Un héritage en débat
Cinquante ans après les faits, chercheurs et chercheuses, polémistes et activistes continuent de se demander comment qualifier et évaluer ce qui s’est passé à l’époque (3). S’agissait-il vraiment d’une révolution ou bien d’une illusion ? D’un horizon politico-militant ou d’une réalité historique ? D’une construction idéologique ou d’un bouleversement sociologique ? L’histoire et la mémoire de la libération sexuelle sont loin de faire l’unanimité et, s’il reste d’inconditionnel.le.s thuriféraires, il s’agit d’un objet controversé, dont la nature, les effets et la réalité sont contestés.

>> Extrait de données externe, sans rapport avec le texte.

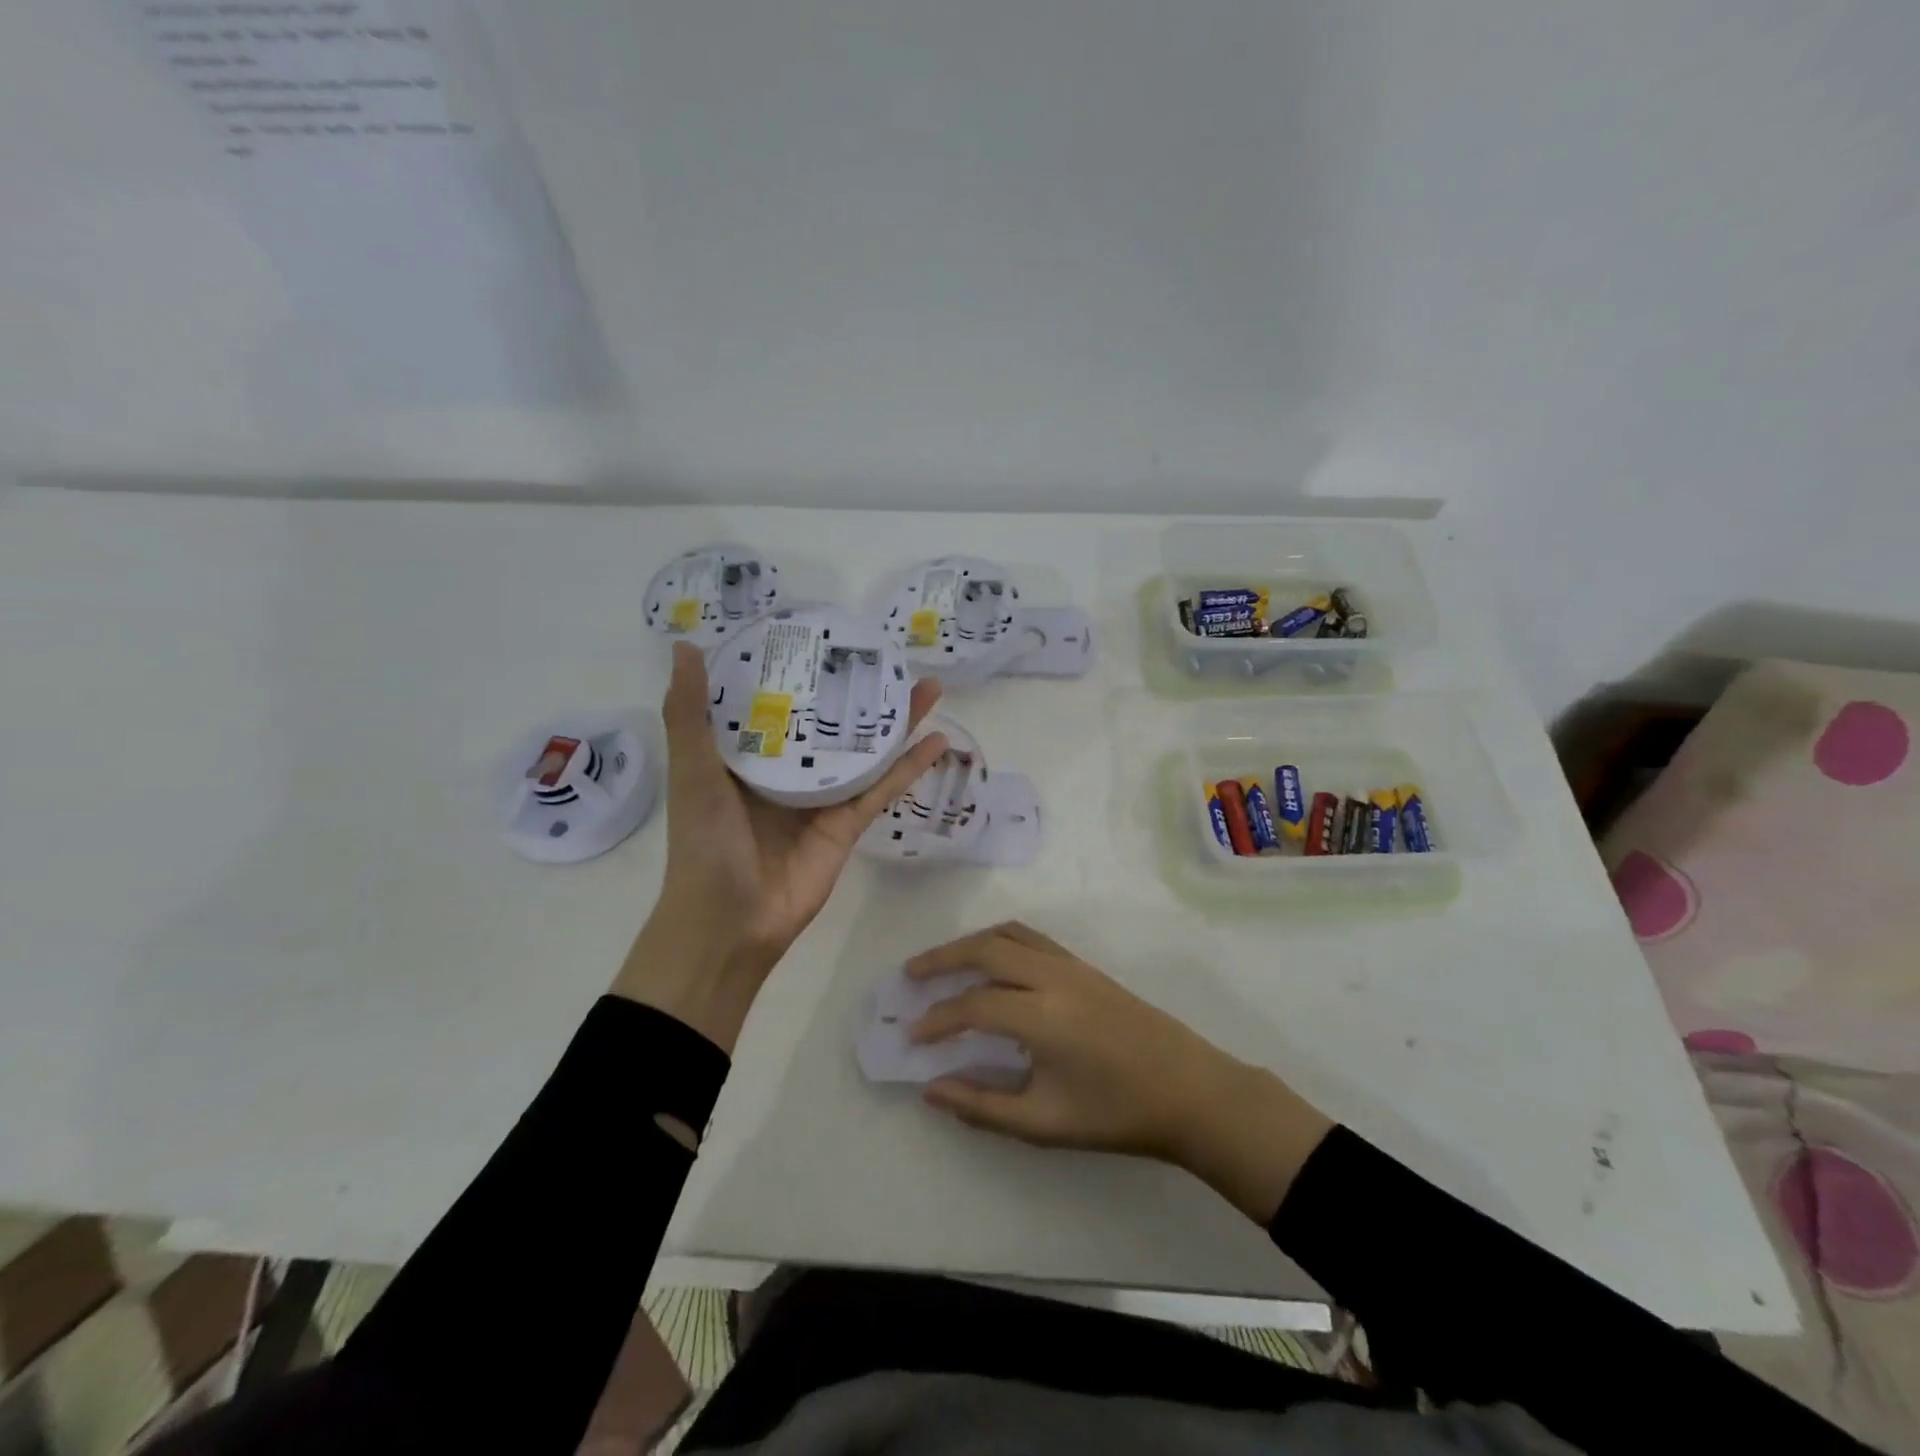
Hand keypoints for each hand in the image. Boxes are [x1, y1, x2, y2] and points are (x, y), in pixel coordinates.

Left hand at [615, 641, 947, 1049]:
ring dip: (894, 721)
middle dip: (856, 691)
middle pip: (828, 722)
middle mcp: (787, 771)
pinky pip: (882, 788)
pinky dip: (909, 766)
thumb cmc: (705, 842)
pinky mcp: (848, 824)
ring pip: (863, 750)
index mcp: (746, 755)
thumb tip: (686, 647)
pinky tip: (937, 739)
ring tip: (925, 686)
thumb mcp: (693, 771)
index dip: (797, 669)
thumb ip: (689, 714)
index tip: (820, 634)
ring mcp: (821, 798)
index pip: (775, 701)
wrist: (730, 922)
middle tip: (887, 656)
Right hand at [908, 922, 1333, 1222]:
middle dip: (942, 958)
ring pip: (1010, 934)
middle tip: (910, 975)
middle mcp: (1053, 977)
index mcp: (1042, 1016)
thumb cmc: (1117, 1114)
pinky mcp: (1086, 966)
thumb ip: (982, 1106)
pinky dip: (1001, 940)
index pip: (972, 1006)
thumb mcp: (1045, 1124)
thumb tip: (931, 1089)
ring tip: (943, 962)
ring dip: (971, 943)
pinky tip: (992, 963)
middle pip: (985, 948)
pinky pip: (1033, 937)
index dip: (937, 1019)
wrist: (1191, 1091)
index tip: (912, 1035)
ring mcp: (1072, 965)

On note d’une part des courants révisionnistes, qui nient, amenuisent et combattent l’importance des transformations. Cette démarche s’accompagne souvent d’une offensive conservatrice, au nom de laquelle il s’agit d’interroger les fondements de ce processus de libération. Cette approche influence, par exemple, les campagnes contre le « fléau pornographique » ou la dénonciation d’une marchandisation sans frein de l’humain. Elle dépeint souvent, en contrepoint, l’image nostalgique d’une époque où l’amour et les sentiments régissaient ce qui serait désormais livré aux inconstances du désir et à la recherche narcissique du plaisir. Ce type de propos se retrouve de manière très claire sous la plume du pape Benoît ou, sous un vernis de modernité, dans les ouvrages de la sexologue médiatique Thérèse Hargot (4). De manière plus surprenante, certaines de ces idées imprègnent aussi des discours féministes qui ne dénoncent pas seulement un double standard en faveur des hommes mais, à la suite de la Britannique Sheila Jeffreys (5), remettent en cause l’idée même de libération sexuelle. Face à un processus qui aurait accru la disponibilité sexuelle des femmes, ces auteures et militantes invitent à penser une sexualité qui échapperait enfin aux normes masculines.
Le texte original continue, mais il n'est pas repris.